» **Dataset**:
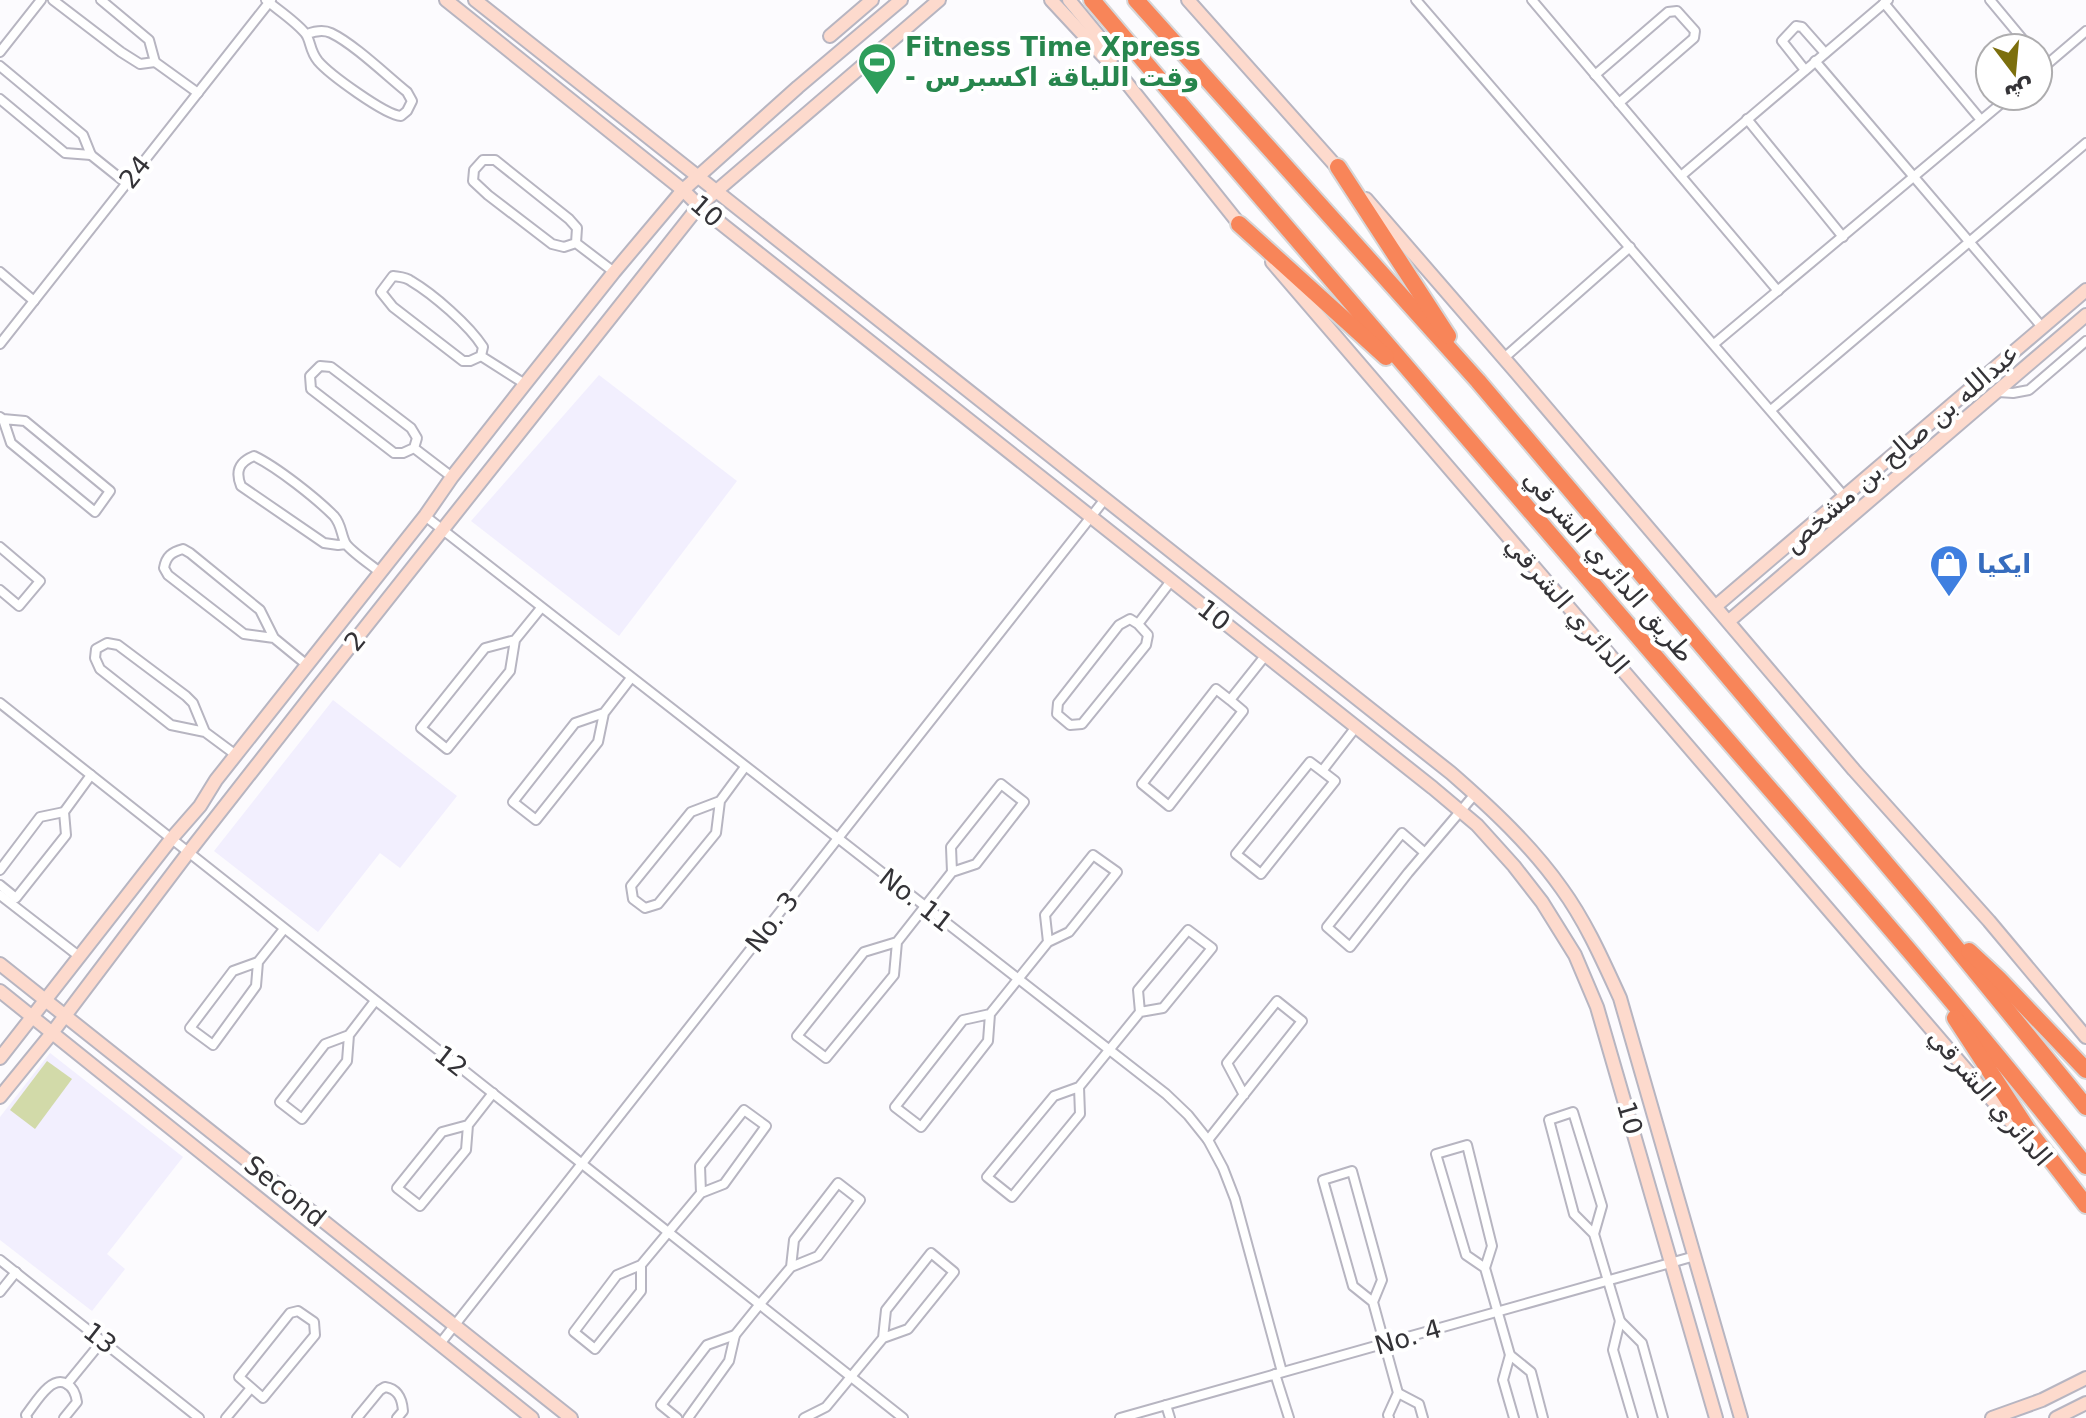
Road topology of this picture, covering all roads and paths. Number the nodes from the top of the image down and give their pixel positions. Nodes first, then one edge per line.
1 (41, 0) edge
2 (53, 0) edge
3 (101, 0) edge
4 (446, 0) edge
5 (475, 0) edge
6 (872, 0) edge
7 (901, 0) edge
8 (939, 0) edge
9 (1051, 0) edge
10 (1069, 0) edge
11 (1092, 0) edge
12 (1136, 0) edge
13 (1180, 0) edge
14 (1416, 0) edge
15 (1990, 0) edge
16 (268, 1) edge
17 (1534, 1) edge
18 (1886, 2) edge
19 (1193, 4) edge
20 (2086, 31) edge
21 (2017, 32) edge
22 (307, 34) junction
23 (830, 36) dead end
24 (0, 52) edge
25 (1825, 53) junction
26 (2054, 59) edge
27 (1815, 61) junction
28 (155, 62) junction
29 (0, 66) edge
30 (1805, 70) junction
31 (1118, 72) junction
32 (1595, 75) junction
33 (198, 93) junction
34 (0, 99) edge
35 (1619, 103) junction
36 (1991, 112) edge
37 (1747, 119) junction
38 (1981, 120) junction
39 (2086, 143) edge
40 (91, 155) junction
41 (1338, 167) junction
42 (698, 175) junction
43 (1681, 176) junction
44 (1915, 177) junction
45 (126, 183) junction
46 (683, 190) junction
47 (717, 192) junction
48 (699, 206) junction
49 (1239, 224) junction
50 (1843, 237) junction
51 (1969, 241) junction
52 (576, 243) junction
53 (1630, 247) junction
54 (0, 272) edge
55 (614, 272) junction
56 (2086, 290) edge
57 (1778, 291) junction
58 (34, 301) junction
59 (2086, 315) edge
60 (2042, 327) junction
61 (2086, 341) edge
62 (0, 344) edge
63 (1714, 344) junction
64 (481, 356) junction
65 (1504, 358) junction
66 (1478, 381) junction
67 (525, 384) junction
68 (1997, 392) junction
69 (1435, 402) junction
70 (1771, 410) junction
71 (2, 418) edge
72 (414, 448) junction
73 (452, 477) junction
74 (1844, 496) junction
75 (1105, 499) junction
76 (425, 516) junction
77 (1090, 518) junction
78 (442, 530) junction
79 (346, 544) junction
80 (0, 547) edge
81 (380, 572) junction
82 (1171, 581) junction
83 (0, 590) edge
84 (1716, 606) junction
85 (541, 608) junction
86 (1729, 621) junction
87 (1138, 624) junction
88 (274, 638) junction
89 (515, 640) junction
90 (1265, 656) junction
91 (307, 665) junction
92 (631, 678) junction
93 (1230, 700) junction
94 (0, 703) edge
95 (604, 713) junction
96 (1356, 727) junction
97 (205, 732) junction
98 (236, 755) junction
99 (745, 767) junction
100 (1322, 771) junction
101 (91, 775) junction
102 (1475, 794) junction
103 (720, 801) junction
104 (64, 812) junction
105 (1461, 812) junction
106 (172, 838) junction
107 (837, 839) junction
108 (188, 853) junction
109 (1425, 853) junction
110 (0, 870) edge
111 (952, 872) junction
112 (0, 885) edge
113 (0, 895) edge
114 (925, 907) junction
115 (1927, 912) junction
116 (284, 929) junction
117 (897, 942) junction
118 (1048, 942) junction
119 (80, 957) junction
120 (258, 962) junction
121 (1919, 963) junction
122 (0, 964) edge
123 (1018, 980) junction
124 (0, 991) edge
125 (46, 1000) junction
126 (375, 1001) junction
127 (1140, 1012) junction
128 (990, 1014) junction
129 (64, 1015) junction
130 (33, 1017) junction
131 (52, 1033) junction
132 (349, 1035) junction
133 (2086, 1037) edge
134 (1109, 1050) junction
135 (0, 1058) edge
136 (2086, 1070) edge
137 (1079, 1087) junction
138 (493, 1093) junction
139 (1244, 1095) junction
140 (0, 1097) edge
141 (2086, 1107) edge
142 (468, 1125) junction
143 (1208, 1140) junction
144 (582, 1164) junction
145 (2086, 1166) edge
146 (701, 1193) junction
147 (2086, 1207) edge
148 (668, 1232) junction
149 (1594, 1234) junction
150 (1695, 1256) junction
151 (0, 1260) edge
152 (1672, 1262) junction
153 (641, 1265) junction
154 (791, 1267) junction
155 (1485, 1268) junction
156 (16, 1272) junction
157 (1608, 1280) junction
158 (0, 1292) edge
159 (1373, 1302) junction
160 (760, 1304) junction
161 (1498, 1311) junction
162 (1620, 1321) junction
163 (454, 1326) junction
164 (735, 1335) junction
165 (883, 1338) junction
166 (103, 1340) junction
167 (1384, 1344) junction
168 (439, 1345) junction
169 (1510, 1355) junction
170 (1278, 1373) junction
171 (851, 1376) junction
172 (2086, 1378) edge
173 (67, 1384) junction
174 (251, 1388) junction
175 (1398, 1393) junction
176 (2086, 1403) edge
177 (1166, 1405) junction
178 (826, 1407) junction
179 (27, 1418) edge
180 (64, 1418) edge
181 (199, 1418) edge
182 (226, 1418) edge
183 (357, 1418) edge
184 (397, 1418) edge
185 (532, 1418) edge
186 (571, 1418) edge
187 (677, 1418) edge
188 (688, 1418) edge
189 (804, 1418) edge
190 (826, 1418) edge
191 (903, 1418) edge
192 (1120, 1418) edge
193 (1170, 1418) edge
194 (1289, 1418) edge
195 (1389, 1418) edge
196 (1423, 1418) edge
197 (1514, 1418) edge
198 (1543, 1418) edge
199 (1633, 1418) edge
200 (1663, 1418) edge
201 (1716, 1418) edge
202 (1741, 1418) edge
203 (1992, 1418) edge
204 (2056, 1418) edge

1 - 24 street
2 - 28 street
3 - 28 street
4 - 46 street, 10
5 - 42 street, 10
6 - 23 street
7 - 42 street, 2
8 - 47 street, 2
9 - 31 street, الدائري الشرقي
10 - 31 street
11 - 69 highway, طريق الدائري الشرقي
12 - 66 highway, طريق الدائري الشرقي
13 - 19 street
14 - 53 street
15 - 21 street
16 - 22 street
16 - 33 street, 24
17 - 32 street
18 - 25 street
18 - 38 street
19 - 41 street
20 - 26 street
22 - 22 street
25 - 27 street
25 - 30 street
27 - 30 street
27 - 44 street
28 - 33 street
29 - 40 street
30 - 37 street
31 - 49 street, الدائري الشرقي
32 - 35 street
32 - 35 street
33 - 45 street, 24
34 - 40 street
35 - 43 street
36 - 38 street
37 - 43 street
37 - 50 street
38 - 44 street
39 - 51 street
40 - 45 street
41 - 65 street
41 - 66 highway
42 - 46 street, 2
42 - 47 street, 10
43 - 57 street
44 - 50 street
44 - 51 street
45 - 58 street, 24
46 - 48 street, 10
46 - 55 street, 2
47 - 48 street, 2
47 - 75 street, 10
48 - 77 street, 10
48 - 78 street, 2
49 - 69 highway
49 - 147 street, الدائري الشرقي
50 - 57 street
51 - 60 street
51 - 70 street
52 - 52 street
52 - 55 street
53 - 63 street
53 - 65 street
54 - 58 street
55 - 67 street, 2
56 - 60 street, عبدالله بن صالح بن مشخص
57 - 63 street
58 - 62 street, 24
59 - 68 street, عبدالله بن صالح بن مشخص
60 - 74 street, عبدالله بن صالح بن مشخص
61 - 68 street
63 - 70 street
64 - 64 street
64 - 67 street
65 - 84 street
66 - 115 highway, طريق الدائري الشرقي
67 - 73 street, 2
68 - 86 street, عبدالله بن صالح بن مشخص
69 - 121 highway, طريق الدائري الشرقي
70 - 74 street
71 - 71 street
72 - 72 street
72 - 73 street
73 - 76 street, 2
74 - 84 street, عبدالله بن صالح بن مشخص
75 - 77 street, No. 3
75 - 102 street, 10
76 - 78 street, No. 11
76 - 81 street, 2
77 - 82 street, 10
77 - 107 street, No. 3
78 - 85 street, No. 11
78 - 108 street, 2
79 - 79 street
79 - 81 street
80 - 83 street
81 - 91 street, 2
82 - 87 street
82 - 90 street, 10
84 - 86 street
85 - 89 street
85 - 92 street, No. 11
86 - 133 street
87 - 87 street
88 - 88 street
88 - 91 street
89 - 89 street
90 - 93 street
90 - 96 street, 10
91 - 98 street, 2
92 - 95 street
92 - 99 street, No. 11
93 - 93 street
94 - 101 street, 12
95 - 95 street
96 - 100 street
96 - 105 street, 10
97 - 97 street
97 - 98 street
98 - 106 street, 2
99 - 103 street
99 - 107 street, No. 11
100 - 100 street
101 - 104 street
101 - 106 street, 12
102 - 105 street
102 - 150 street, 10
103 - 103 street
104 - 110 street
104 - 112 street
105 - 109 street
105 - 152 street, 10
106 - 108 street, 12
106 - 119 street, 2
107 - 114 street, No. 11
107 - 144 street, No. 3
108 - 116 street, 12
108 - 129 street, 2
109 - 109 street
111 - 111 street
111 - 114 street
113 - 119 street
114 - 117 street
114 - 123 street, No. 11
115 - 136 highway
115 - 141 highway, طريق الدائري الشرقي
116 - 120 street
116 - 126 street, 12
117 - 117 street
118 - 118 street
118 - 123 street
119 - 125 street, 2
120 - 120 street
121 - 145 highway, طريق الدائري الشرقي
121 - 147 highway
122 - 125 street, Second
123 - 128 street
123 - 134 street, No. 11
124 - 130 street, Second
125 - 129 street, Second
125 - 130 street, 2
126 - 132 street
126 - 138 street, 12
127 - 127 street
127 - 134 street
128 - 128 street
129 - 131 street, 2
129 - 163 street, Second
130 - 131 street, Second
130 - 135 street, 2
131 - 140 street, 2
131 - 168 street, Second
132 - 132 street
134 - 137 street
134 - 143 street, No. 11
137 - 137 street
138 - 142 street
138 - 144 street, 12
139 - 139 street
139 - 143 street
142 - 142 street
143 - 170 street, No. 11
144 - 148 street, 12
144 - 163 street, No. 3
146 - 146 street
146 - 148 street
148 - 153 street
148 - 160 street, 12
149 - 149 street
149 - 157 street
150 - 152 street, No. 4
150 - 202 street, 10
151 - 156 street, 13
152 - 157 street, No. 4
152 - 201 street, 10
153 - 153 street
154 - 154 street
154 - 160 street
155 - 155 street
155 - 161 street
156 - 158 street
156 - 166 street, 13
157 - 161 street, No. 4
157 - 162 street
159 - 159 street
159 - 167 street
160 - 164 street
160 - 171 street, 12
161 - 167 street, No. 4
161 - 169 street
162 - 199 street
162 - 200 street
163 - 168 street, No. 3
163 - 186 street, Second
164 - 187 street
164 - 188 street
165 - 165 street
165 - 171 street
166 - 173 street
166 - 181 street, 13
167 - 170 street, No. 4
167 - 175 street
168 - 185 street, Second
169 - 197 street
169 - 198 street
170 - 177 street, No. 4
170 - 194 street, No. 11
171 - 178 street
171 - 191 street, 12
172 - 203 street
173 - 179 street
173 - 180 street
174 - 174 street
174 - 182 street
175 - 195 street
175 - 196 street
176 - 204 street
177 - 192 street, No. 4
177 - 193 street
178 - 189 street
178 - 190 street
183 - 184 street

» **Exercise brief**: Pull every line that holds the string "عبدالله" out of the records.

» **Response to this task**:
56 - 60 street, عبدالله بن صالح بن مشخص
59 - 68 street, عبدالله بن صالح بن مشخص
60 - 74 street, عبدالله بن صالح بن مشخص
68 - 86 street, عبدالله بن صالح بن مشخص
74 - 84 street, عبدالله بن صالح بن مشخص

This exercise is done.